= Goftā borūn šodī =

Seven-verse ghazal (love-song) by Hāfez

Goftā borūn šodī is a seven-verse ghazal (love-song) by the 14th-century Persian poet Hāfez. It is no. 406 in the collection of Hafez's ghazals, which are arranged alphabetically by their rhyme, in the edition of Muhammad Qazvini and Qasem Ghani (1941). The poem is interesting because of its Sufic content and certain difficulties of interpretation. It has been compared with the more famous Mazra'-e sabz-e falak for its similarity of themes, and for the light which it may throw on that poem.

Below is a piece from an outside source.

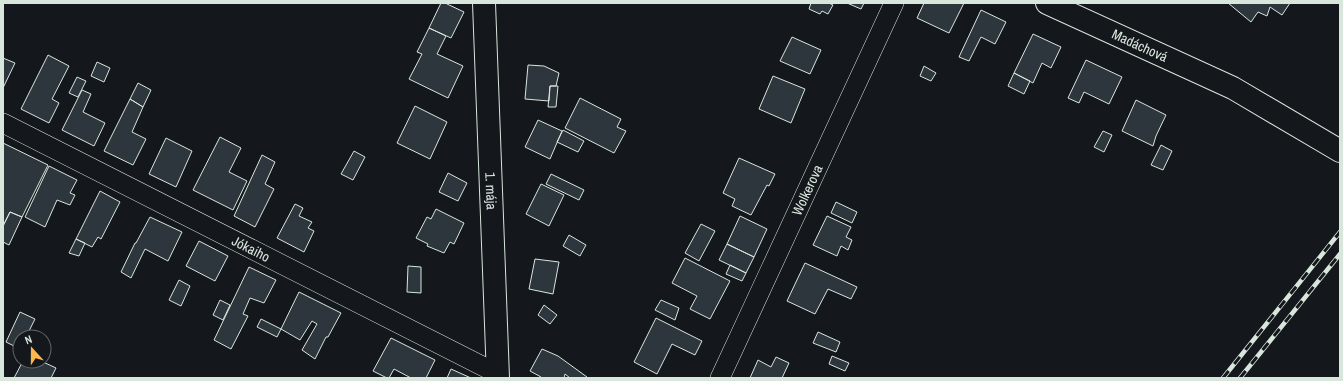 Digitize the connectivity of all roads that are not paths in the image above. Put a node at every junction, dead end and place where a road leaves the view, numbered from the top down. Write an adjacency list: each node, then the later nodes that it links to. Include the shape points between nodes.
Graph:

In the opening of the poem the speaker (who is not made explicit) sternly criticises Hafez for "going outside" to look at the New Moon. It later appears that this action is equated with abandoning the mystic Way of Love in favour of Reason. In the second half of the poem Hafez is urged to remain faithful to the Way and to heed the advice of the Magian Elder.

==The metre==

The metre is called mozāre', which is relatively common in Persian lyric poetry. In Elwell-Sutton's system it is classified as 4.7.14. It is found in 75 (14%) of Hafez's 530 poems. In the pattern below, – represents a long syllable, and u a short one:

 – – | u – u – | u u – – | u – u –

This is a compound metre, since it uses two kinds of feet (u – u – and u u – –). This kind of compound metre (Elwell-Sutton's fourth pattern) is common in lyric poetry, accounting for some 44% of lyric poems.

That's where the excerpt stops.